## Your goal
Report each line of the entries below that has the word "兰苑西街" in it.

## Listed records
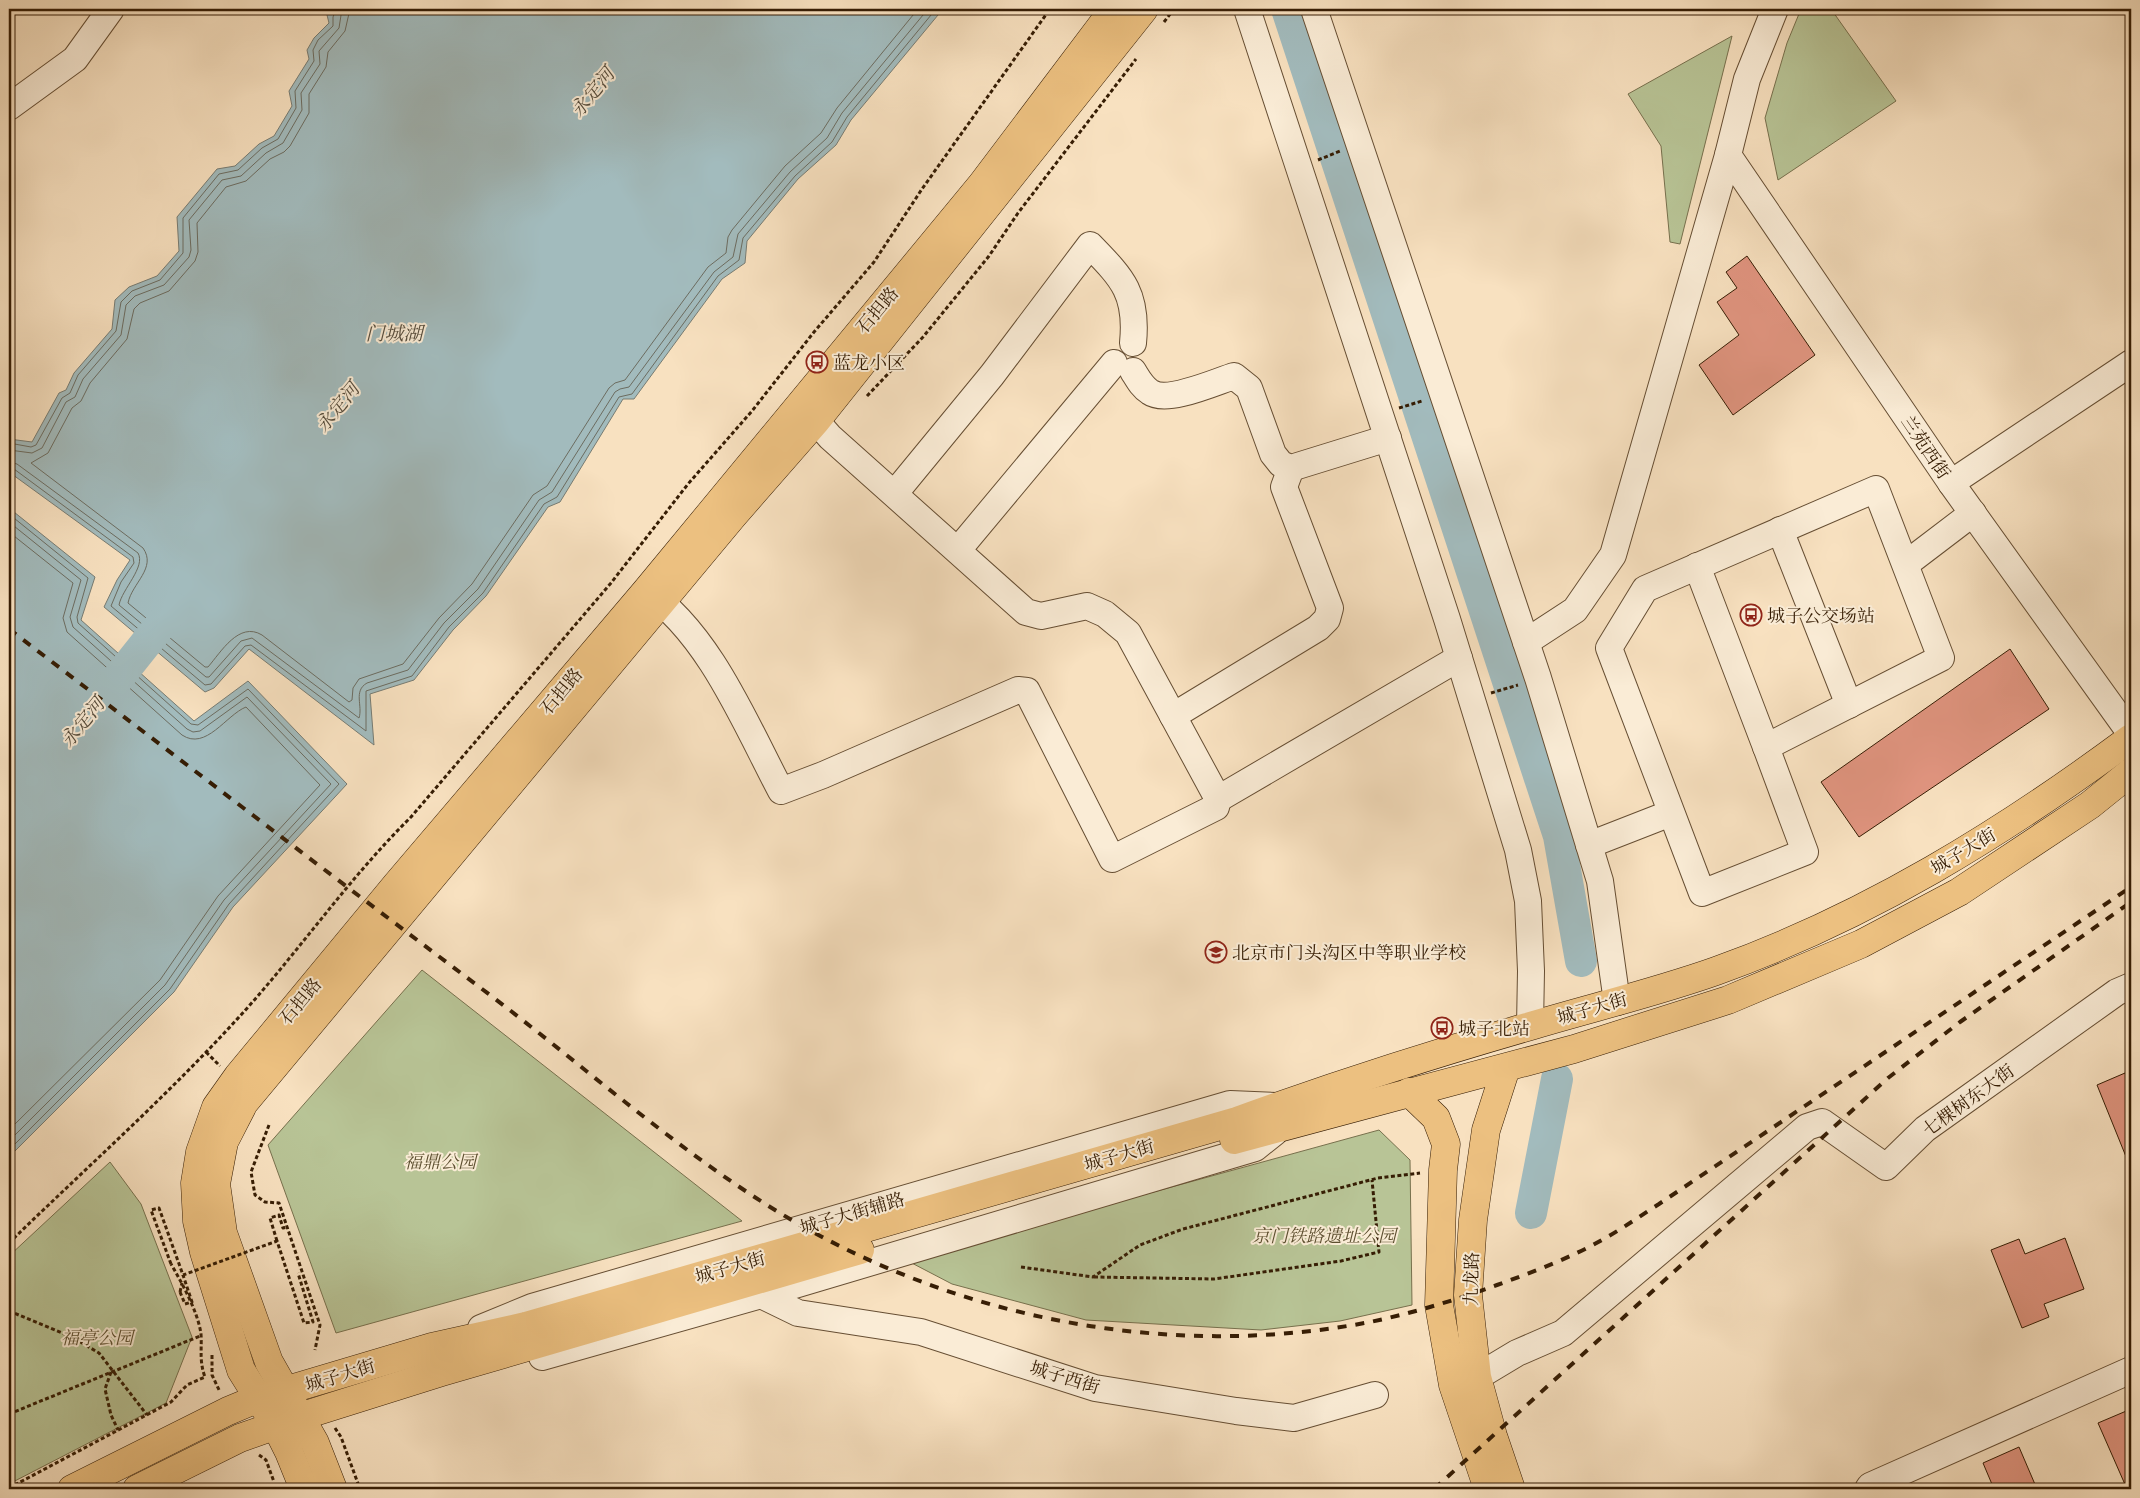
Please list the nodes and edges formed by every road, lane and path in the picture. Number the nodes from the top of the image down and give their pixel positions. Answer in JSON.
{"nodes":[{"id":1,"x":110,"y":9,"type":"edge"},
{"id":2,"x":1050,"y":9,"type":"edge"},
{"id":3,"x":1114,"y":9,"type":"edge"},
{"id":4,"x":1174,"y":9,"type":"edge"},
{"id":5,"x":1247,"y":9,"type":"edge"},
{"id":6,"x":1314,"y":9,"type":"edge"},
{"id":7,"x":1775,"y":9,"type":"edge"},
{"id":8,"x":1153,"y":17,"type":"edge"},
{"id":9,"x":1138,"y":56,"type":"dead end"},
{"id":10,"x":9,"y":107,"type":"edge"},
{"id":11,"x":1358,"y":144,"type":"junction"},
{"id":12,"x":1728,"y":155,"type":"junction"},
{"id":13,"x":1298,"y":167,"type":"junction"},
{"id":14,"x":2131,"y":363,"type":"edge"},
{"id":15,"x":1123,"y":367,"type":"junction"},
{"id":16,"x":1443,"y":395,"type":"junction"},
{"id":17,"x":861,"y":403,"type":"dead end"},
{"id":18,"x":1380,"y":414,"type":"junction"},
{"id":19,"x":816,"y":421,"type":"junction"},
{"id":20,"x":1388,"y":438,"type":"junction"},
{"id":21,"x":1291,"y":468,"type":"junction"},
{"id":22,"x":1951,"y":483,"type":"junction"},
{"id":23,"x":895,"y":493,"type":"junction"},
{"id":24,"x":1973,"y":513,"type":"junction"},
{"id":25,"x":1780,"y":530,"type":"junction"},
{"id":26,"x":958,"y":550,"type":"junction"},
{"id":27,"x":1906,"y":564,"type":"junction"},
{"id":28,"x":1697,"y":566,"type":"junction"},
{"id":29,"x":654,"y":596,"type":"junction"},
{"id":30,"x":1526,"y":642,"type":"junction"},
{"id":31,"x":1459,"y":658,"type":"junction"},
{"id":32,"x":1538,"y":678,"type":"junction"},
{"id":33,"x":1471,"y":700,"type":"junction"},
{"id":34,"x":1849,"y":705,"type":"junction"},
{"id":35,"x":1173,"y":716,"type":"junction"},
{"id":36,"x":2131,"y":734,"type":"edge"},
{"id":37,"x":2131,"y":738,"type":"edge"},
{"id":38,"x":1766,"y":747,"type":"junction"},
{"id":39,"x":2131,"y":772,"type":"edge"},
{"id":40,"x":1218,"y":799,"type":"junction"},
{"id":41,"x":1672,"y":812,"type":"junction"},
{"id":42,"x":1589,"y":845,"type":"junction"},
{"id":43,"x":2131,"y":986,"type":"edge"},
{"id":44,"x":1618,"y":1002,"type":"junction"},
{"id":45,"x":1530,"y":1026,"type":"junction"},
{"id":46,"x":206,"y":1052,"type":"junction"},
{"id":47,"x":1506,"y":1068,"type":"junction"},
{"id":48,"x":223,"y":1070,"type":"dead end"},
{"id":49,"x":1409,"y":1092,"type":"junction"},
{"id":50,"x":1280,"y":1116,"type":"junction"},
{"id":51,"x":269,"y":1125,"type":"dead end"},
{"id":52,"x":1443,"y":1170,"type":"junction"},
{"id":53,"x":1372,"y":1180,"type":"junction"},
{"id":54,"x":285,"y":1227,"type":"junction"},
{"id":55,"x":277,"y":1241,"type":"junction"},
{"id":56,"x":9,"y":1243,"type":"edge"},
{"id":57,"x":251,"y":1247,"type":"dead end"},
{"id":58,"x":254,"y":1256,"type":"dead end"},
{"id":59,"x":1021,"y":1267,"type":"dead end"},
{"id":60,"x":302,"y":1270,"type":"junction"},
{"id":61,"x":183,"y":1275,"type":"junction"},
{"id":62,"x":1094,"y":1277,"type":"junction"},
{"id":63,"x":182,"y":1282,"type":"junction"},
{"id":64,"x":762,"y":1295,"type":"junction"},
{"id":65,"x":9,"y":1311,"type":"edge"},
{"id":66,"x":200,"y":1336,"type":"junction"},
{"id":67,"x":315,"y":1350,"type":"dead end"},
{"id":68,"x":2131,"y":1370,"type":"edge"},
{"id":69,"x":112,"y":1371,"type":"junction"},
{"id":70,"x":442,"y":1372,"type":"junction"},
{"id":71,"x":1477,"y":1377,"type":"junction"},
{"id":72,"x":286,"y":1391,"type":"junction"},
{"id":73,"x":1375,"y":1395,"type":"dead end"},
{"id":74,"x":258,"y":1399,"type":"junction"},
{"id":75,"x":9,"y":1414,"type":"edge"},
{"id":76,"x":147,"y":1415,"type":"junction"},
{"id":77,"x":302,"y":1416,"type":"junction"},
{"id":78,"x":276,"y":1426,"type":"junction"},
{"id":79,"x":118,"y":1430,"type":"junction"},
{"id":80,"x":240,"y":1438,"type":"junction"},
{"id":81,"x":9,"y":1488,"type":"edge"},
{"id":82,"x":72,"y":1489,"type":"edge"},
{"id":83,"x":137,"y":1489,"type":"edge"},
{"id":84,"x":278,"y":1489,"type":"edge"},
{"id":85,"x":304,"y":1489,"type":"edge"},
{"id":86,"x":333,"y":1489,"type":"edge"},
{"id":87,"x":1488,"y":1489,"type":"edge"},
{"id":88,"x":1511,"y":1489,"type":"edge"},
{"id":89,"x":1868,"y":1489,"type":"edge"}],
"edges":[{"from":1,"to":10,"type":"street"},
{"from":2,"to":46,"type":"path"},
{"from":3,"to":29,"type":"main road","name":"石担路"},
{"from":4,"to":8,"type":"path"},
{"from":5,"to":13,"type":"street"},
{"from":6,"to":11,"type":"street"},
{"from":7,"to":12,"type":"street"},
{"from":8,"to":19,"type":"main road","name":"石担路"},
{"from":9,"to":17,"type":"path"},
{"from":11,"to":13,"type":"path"},
{"from":11,"to":16,"type":"street"},
{"from":12,"to":22,"type":"street","name":"兰苑西街"},
{"from":12,"to":30,"type":"street"},
{"from":13,"to":18,"type":"street"},
{"from":14,"to":22,"type":"street"},
{"from":15,"to":21,"type":"street"},
{"from":15,"to":23,"type":"street"},
{"from":15,"to":26,"type":"street"},
{"from":16,"to":18,"type":"path"},
{"from":16,"to":30,"type":"street"},
{"from":18,"to":20,"type":"street"},
{"from":19,"to":23,"type":"street"},
{"from":19,"to":29,"type":"main road","name":"石担路"},
{"from":20,"to":21,"type":"street"},
{"from":20,"to":31,"type":"street"},
{"from":21,"to":35,"type":"street"},
{"from":22,"to":24,"type":"street","name":"兰苑西街"},
{"from":23,"to":26,"type":"street"},
{"from":24,"to":27,"type":"street"},
{"from":24,"to":36,"type":"street","name":"兰苑西街"},
{"from":25,"to":27,"type":"street"},
{"from":25,"to":28,"type":"street"},
{"from":25,"to":34,"type":"street"},
{"from":26,"to":35,"type":"street"},
{"from":27,"to":34,"type":"street"},
{"from":28,"to":38,"type":"street"},
{"from":28,"to":41,"type":"street"},
{"from":29,"to":40,"type":"street"},
{"from":29,"to":72,"type":"main road","name":"石担路"},
{"from":29,"to":74,"type":"main road","name":"石担路"},
{"from":30,"to":32,"type":"street"},
{"from":31,"to":33,"type":"street"},
{"from":31,"to":40,"type":"street"},
{"from":32,"to":33,"type":"path"},
{"from":32,"to":42,"type":"street"},
{"from":33,"to":45,"type":"street"},
{"from":34,"to":38,"type":"street"},
{"from":35,"to":40,"type":"street"},
{"from":37,"to":44,"type":"main road","name":"城子大街"},
{"from":38,"to":41,"type":"street"},
{"from":39,"to":47,"type":"main road","name":"城子大街"},
{"from":41,"to":42,"type":"street"},
{"from":42,"to":44,"type":"street"},
{"from":43,"to":71,"type":"street","name":"七棵树东大街"},
{"from":44,"to":45,"type":"main road","name":"城子大街"},
{"from":45,"to":50,"type":"main road","name":"城子大街"},
{"from":46,"to":48,"type":"path"},
{"from":46,"to":56,"type":"path"},
{"from":47,"to":49,"type":"main road","name":"城子大街"},
{"from":47,"to":71,"type":"main road","name":"九龙路"},
{"from":49,"to":50,"type":"main road","name":"城子大街"},
{"from":49,"to":52,"type":"main road","name":"九龙路"},
{"from":50,"to":64,"type":"street"},
{"from":50,"to":70,"type":"main road","name":"城子大街"},
{"from":50,"to":72,"type":"main road","name":"城子大街"},
{"from":51,"to":54,"type":"path"},
{"from":52,"to":53,"type":"path"},
{"from":52,"to":87,"type":"main road","name":"九龙路"},
{"from":53,"to":62,"type":"path"},
{"from":53,"to":62,"type":"path"},
{"from":54,"to":55,"type":"path"},
{"from":54,"to":60,"type":"path"},
{"from":55,"to":60,"type":"path","bridge":true},
{"from":55,"to":61,"type":"path","bridge":true},
{"from":57,"to":58,"type":"path"},
{"from":59,"to":62,"type":"path"},
{"from":60,"to":67,"type":"path"},
{"from":61,"to":63,"type":"path","bridge":true},
{"from":61,"to":63,"type":"path","bridge":true},
{"from":63,"to":66,"type":"path"},
{"from":64,"to":70,"type":"street"},
{"from":64,"to":73,"type":"street","name":"城子西街"},
{"from":65,"to":69,"type":"path"},
{"from":66,"to":69,"type":"path"},
{"from":66,"to":76,"type":"path"},
{"from":68,"to":89,"type":"street"},
{"from":69,"to":75,"type":"path"},
{"from":69,"to":76,"type":"path"},
{"from":69,"to":79,"type":"path"},
{"from":70,"to":77,"type":"main road","name":"城子大街"},
{"from":71,"to":88,"type":"main road","name":"九龙路"},
{"from":72,"to":74,"type":"main road","name":"城子大街"},
{"from":72,"to":77,"type":"main road","name":"石担路"},
{"from":74,"to":78,"type":"main road","name":"石担路"},
{"from":74,"to":82,"type":"main road","name":"城子大街"},
{"from":76,"to":79,"type":"path"},
{"from":77,"to":78,"type":"main road","name":"城子大街"},
{"from":77,"to":86,"type":"main road","name":"石担路"},
{"from":78,"to":80,"type":"main road","name":"城子大街"},
{"from":78,"to":85,"type":"main road","name":"石担路"},
{"from":79,"to":81,"type":"path"},
{"from":80,"to":83,"type":"main road","name":"城子大街"},
{"from":80,"to":84,"type":"path"}]}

## Response to the task
{"from":12,"to":22,"type":"street","name":"兰苑西街"},
{"from":22,"to":24,"type":"street","name":"兰苑西街"},
{"from":24,"to":36,"type":"street","name":"兰苑西街"},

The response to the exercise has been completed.